> [Provided records]:
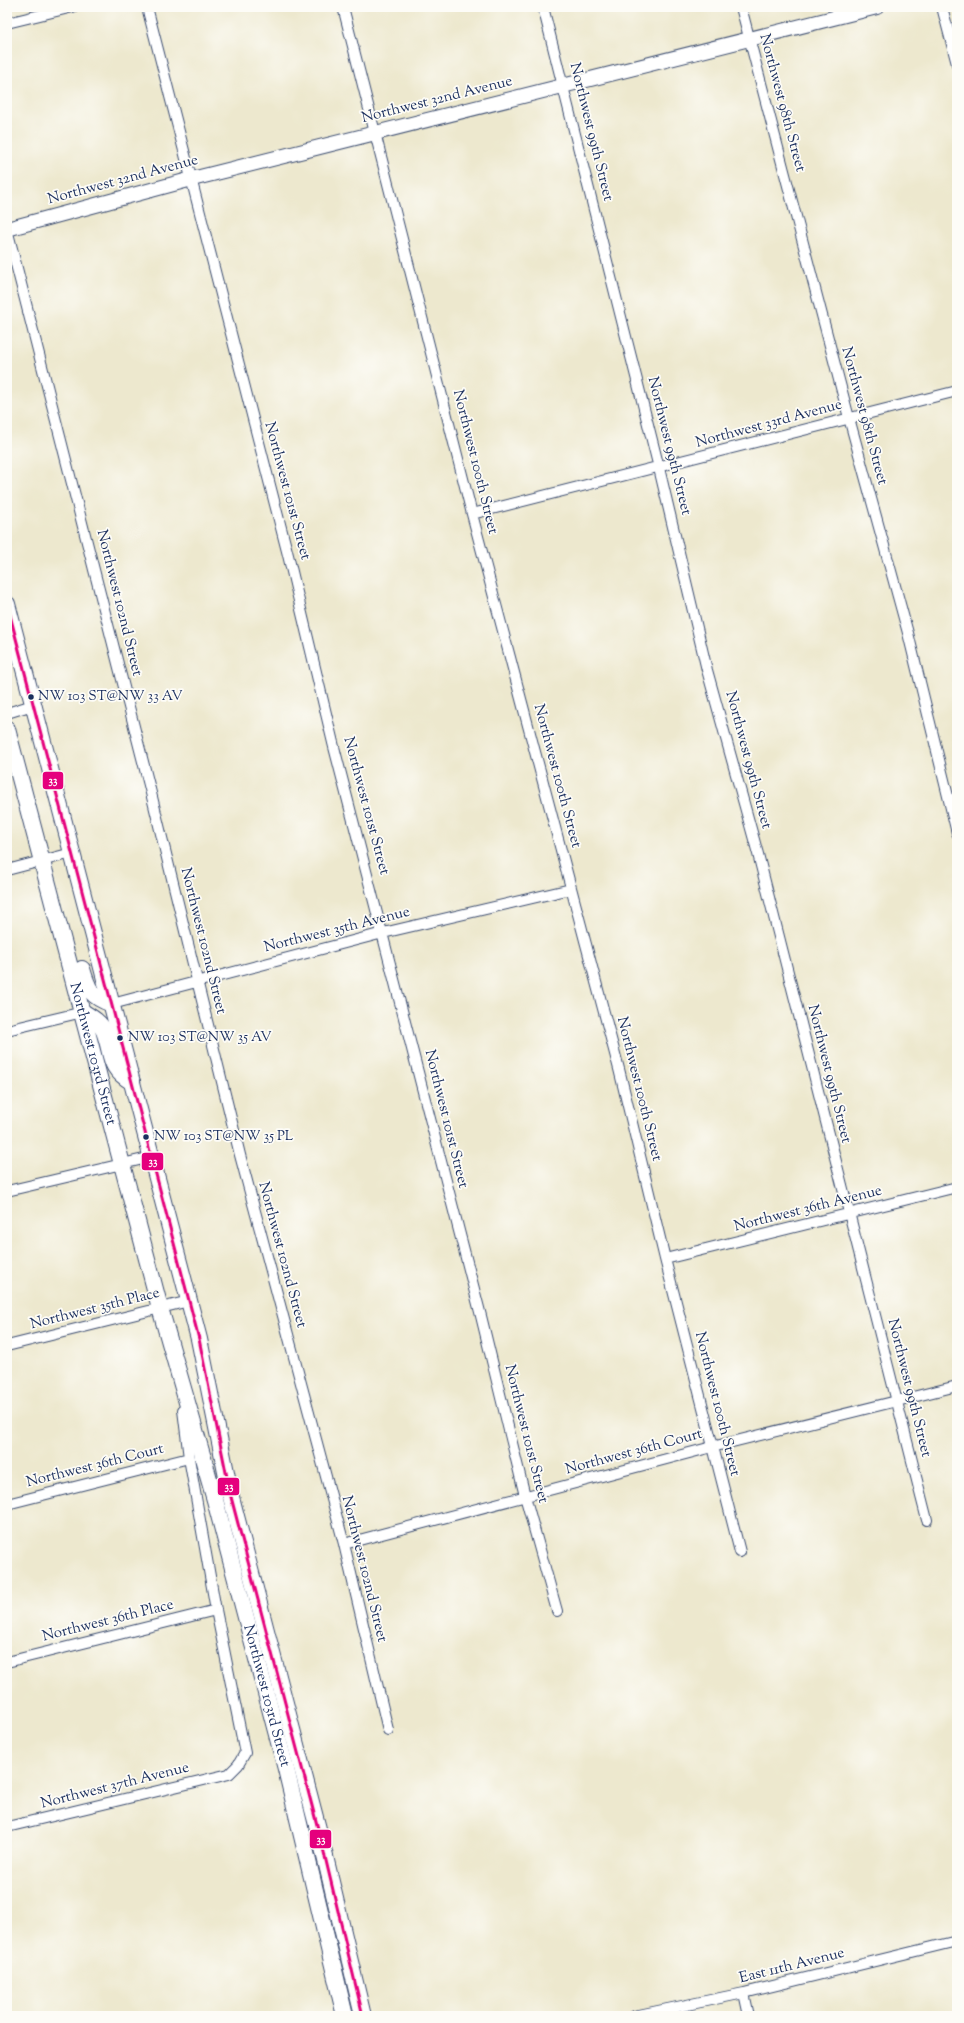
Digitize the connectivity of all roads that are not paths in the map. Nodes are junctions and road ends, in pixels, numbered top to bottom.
1 (73, 7) edge
2 (147, 7) edge
3 (343, 7) edge
4 (543, 7) edge
5 (741, 7) edge
6 (877, 7) edge
7 (942, 7) edge
8 (7, 23) edge
9 (749, 39) junction
10 (957, 64) edge
11 (564, 86) junction
12 (376, 133) junction
13 (192, 179) junction
14 (7, 229) edge
15 (957, 391) edge
16 (849, 418) junction
17 (659, 468) junction
18 (472, 514) junction
19 (7, 604) edge
20 (34, 705) junction
21 (7, 713) edge
22 (7, 729) edge
23 (957, 833) edge
24 (72, 853) junction
25 (43, 861) junction
26 (7, 870) edge
27 (571, 889) junction
28 (383, 932) junction
29 (61, 935) junction
30 (198, 981) junction
31 (112, 1004) junction
32 (83, 1012) junction
33 (7, 1030) edge
34 (132, 1082) junction
35 (152, 1157) junction
36 (122, 1163) junction
37 (957, 1186) edge
38 (7, 1191) edge
39 (849, 1214) junction
40 (665, 1259) junction
41 (189, 1301) junction
42 (160, 1308) junction
43 (7, 1346) edge
44 (180, 1379) junction
45 (957, 1386) edge
46 (898, 1402) junction
47 (712, 1447) junction
48 (190, 1458) junction
49 (525, 1496) junction
50 (7, 1504) edge
51 (927, 1520) dead end
52 (344, 1544) junction
53 (740, 1552) dead end
54 (216, 1610) junction
55 (557, 1611) dead end
56 (7, 1662) edge
57 (388, 1730) dead end
58 (229, 1774) joint
59 (7, 1828) edge
60 (957, 1941) edge
61 (744, 1993) junction
62 (345, 2016) edge
63 (362, 2016) edge
64 (634, 2016) edge
65 (749, 2016) edge

1 - 8 street
2 - 13 street, Northwest 101st Street
3 - 12 street, Northwest 100th Street
4 - 11 street, Northwest 99th Street
5 - 9 street, Northwest 98th Street
6 - 9 main road, Northwest 32nd Avenue
7 - 10 street
9 - 11 main road, Northwest 32nd Avenue
9 - 16 street, Northwest 98th Street
11 - 12 main road, Northwest 32nd Avenue
11 - 17 street, Northwest 99th Street
12 - 13 main road, Northwest 32nd Avenue
12 - 18 street, Northwest 100th Street
13 - 14 main road, Northwest 32nd Avenue
13 - 28 street, Northwest 101st Street
14 - 30 street, Northwest 102nd Street
15 - 16 street, Northwest 33rd Avenue
16 - 17 street, Northwest 33rd Avenue
16 - 23 street, Northwest 98th Street
17 - 18 street, Northwest 33rd Avenue
17 - 39 street, Northwest 99th Street
18 - 27 street, Northwest 100th Street
19 - 20 main road, Northwest 103rd Street
20 - 21 street
20 - 24 main road, Northwest 103rd Street
22 - 25 main road, Northwest 103rd Street
24 - 25 street
24 - 31 main road, Northwest 103rd Street
25 - 26 street
25 - 29 main road, Northwest 103rd Street
27 - 28 street, Northwest 35th Avenue
27 - 40 street, Northwest 100th Street
28 - 30 street, Northwest 35th Avenue
28 - 49 street, Northwest 101st Street
29 - 31 main road
29 - 32 main road, Northwest 103rd Street
30 - 31 street, Northwest 35th Avenue
30 - 52 street, Northwest 102nd Street
31 - 34 main road, Northwest 103rd Street
32 - 33 street
32 - 34 main road
32 - 36 main road, Northwest 103rd Street
34 - 35 main road, Northwest 103rd Street
35 - 36 street
35 - 41 main road, Northwest 103rd Street
36 - 38 street
36 - 42 main road, Northwest 103rd Street
37 - 39 street, Northwest 36th Avenue
39 - 40 street, Northwest 36th Avenue
39 - 46 street, Northwest 99th Street
40 - 47 street, Northwest 100th Street
41 - 42 street, Northwest 35th Place
41 - 63 main road, Northwest 103rd Street
42 - 43 street, Northwest 35th Place
42 - 44 main road, Northwest 103rd Street
44 - 48 street, Northwest 103rd Street
44 - 62 main road, Northwest 103rd Street
45 - 46 street, Northwest 36th Court
46 - 47 street, Northwest 36th Court
46 - 51 street, Northwest 99th Street
47 - 49 street, Northwest 36th Court
47 - 53 street, Northwest 100th Street
48 - 50 street, Northwest 36th Court
48 - 54 street, Northwest 103rd Street
49 - 52 street, Northwest 36th Court
49 - 55 street, Northwest 101st Street
52 - 57 street, Northwest 102nd Street
54 - 56 street, Northwest 36th Place
54 - 58 street, Northwest 103rd Street
58 - 59 street, Northwest 37th Avenue
60 - 61 street, East 11th Avenue
61 - 64 street, East 11th Avenue
61 - 65 street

> [What to work on]:
Each record above must be set down again unchanged, with its pictures left out.

> [Response to the task]:
Digitize the connectivity of all roads that are not paths in the map. Nodes are junctions and road ends, in pixels, numbered top to bottom.
1 (73, 7) edge
2 (147, 7) edge
3 (343, 7) edge
4 (543, 7) edge
5 (741, 7) edge
6 (877, 7) edge
7 (942, 7) edge
8 (7, 23) edge
9 (749, 39) junction
10 (957, 64) edge
11 (564, 86) junction
12 (376, 133) junction
13 (192, 179) junction
14 (7, 229) edge
15 (957, 391) edge
16 (849, 418) junction
17 (659, 468) junction
18 (472, 514) junction
19 (7, 604) edge
20 (34, 705) junction
21 (7, 713) edge
22 (7, 729) edge
23 (957, 833) edge
24 (72, 853) junction
25 (43, 861) junction
26 (7, 870) edge
27 (571, 889) junction
28 (383, 932) junction
29 (61, 935) junction
30 (198, 981) junction
31 (112, 1004) junction
32 (83, 1012) junction
33 (7, 1030) edge
34 (132, 1082) junction
35 (152, 1157) junction
36 (122, 1163) junction
37 (957, 1186) edge
38 (7, 1191) edge
39 (849, 1214) junction
40 (665, 1259) junction
41 (189, 1301) junction
42 (160, 1308) junction
43 (7, 1346) edge
44 (180, 1379) junction
45 (957, 1386) edge
46 (898, 1402) junction
47 (712, 1447) junction
48 (190, 1458) junction
49 (525, 1496) junction
50 (7, 1504) edge
51 (927, 1520) dead end
52 (344, 1544) junction
53 (740, 1552) dead end
54 (216, 1610) junction
55 (557, 1611) dead end
56 (7, 1662) edge
57 (388, 1730) dead end
58 (229, 1774) joint
59 (7, 1828) edge
60 (957, 1941) edge
61 (744, 1993) junction
62 (345, 2016) edge
63 (362, 2016) edge
64 (634, 2016) edge
65 (749, 2016) edge

1 - 8 street
2 - 13 street, Northwest 101st Street
3 - 12 street, Northwest 100th Street
4 - 11 street, Northwest 99th Street
5 - 9 street, Northwest 98th Street
6 - 9 main road, Northwest 32nd Avenue
7 - 10 street
9 - 11 main road, Northwest 32nd Avenue
9 - 16 street, Northwest 98th Street
11 - 12 main road, Northwest 32nd Avenue
11 - 17 street, Northwest 99th Street
12 - 13 main road, Northwest 32nd Avenue
12 - 18 street, Northwest 100th Street
13 - 14 main road, Northwest 32nd Avenue
13 - 28 street, Northwest 101st Street
14 - 30 street, Northwest 102nd Street
15 - 16 street, Northwest 33rd Avenue
16 - 17 street, Northwest 33rd Avenue
16 - 23 street, Northwest 98th Street
17 - 18 street, Northwest 33rd Avenue
17 - 39 street, Northwest 99th Street
18 - 27 street, Northwest 100th Street
19 - 20 main road, Northwest 103rd Street
20 - 21 street
20 - 24 main road, Northwest 103rd Street
22 - 25 main road, Northwest 103rd Street
24 - 25 street
24 - 31 main road, Northwest 103rd Street
25 - 26 street
25 - 29 main road, Northwest 103rd Street
27 - 28 street, Northwest 35th Avenue
27 - 40 street, Northwest 100th Street
28 - 30 street, Northwest 35th Avenue
28 - 49 street, Northwest 101st Street
29 - 31 main road
29 - 32 main road, Northwest 103rd Street
30 - 31 street, Northwest 35th Avenue
30 - 52 street, Northwest 102nd Street
31 - 34 main road, Northwest 103rd Street
32 - 33 street
32 - 34 main road
32 - 36 main road, Northwest 103rd Street
34 - 35 main road, Northwest 103rd Street
35 - 36 street
35 - 41 main road, Northwest 103rd Street
36 - 38 street
36 - 42 main road, Northwest 103rd Street
37 - 39 street, Northwest 36th Avenue
39 - 40 street, Northwest 36th Avenue
39 - 46 street, Northwest 99th Street
40 - 47 street, Northwest 100th Street
41 - 42 street, Northwest 35th Place
41 - 63 main road, Northwest 103rd Street
42 - 43 street, Northwest 35th Place
42 - 44 main road, Northwest 103rd Street
44 - 48 street, Northwest 103rd Street
44 - 62 main road, Northwest 103rd Street
45 - 46 street, Northwest 36th Court
46 - 47 street, Northwest 36th Court
46 - 51 street, Northwest 99th Street
47 - 49 street, Northwest 36th Court
47 - 53 street, Northwest 100th Street
48 - 50 street, Northwest 36th Court
48 - 54 street, Northwest 103rd Street
49 - 52 street, Northwest 36th Court
49 - 55 street, Northwest 101st Street
52 - 57 street, Northwest 102nd Street
54 - 56 street, Northwest 36th Place
54 - 58 street, Northwest 103rd Street
58 - 59 street, Northwest 37th Avenue
60 - 61 street, East 11th Avenue
61 - 64 street, East 11th Avenue
61 - 65 street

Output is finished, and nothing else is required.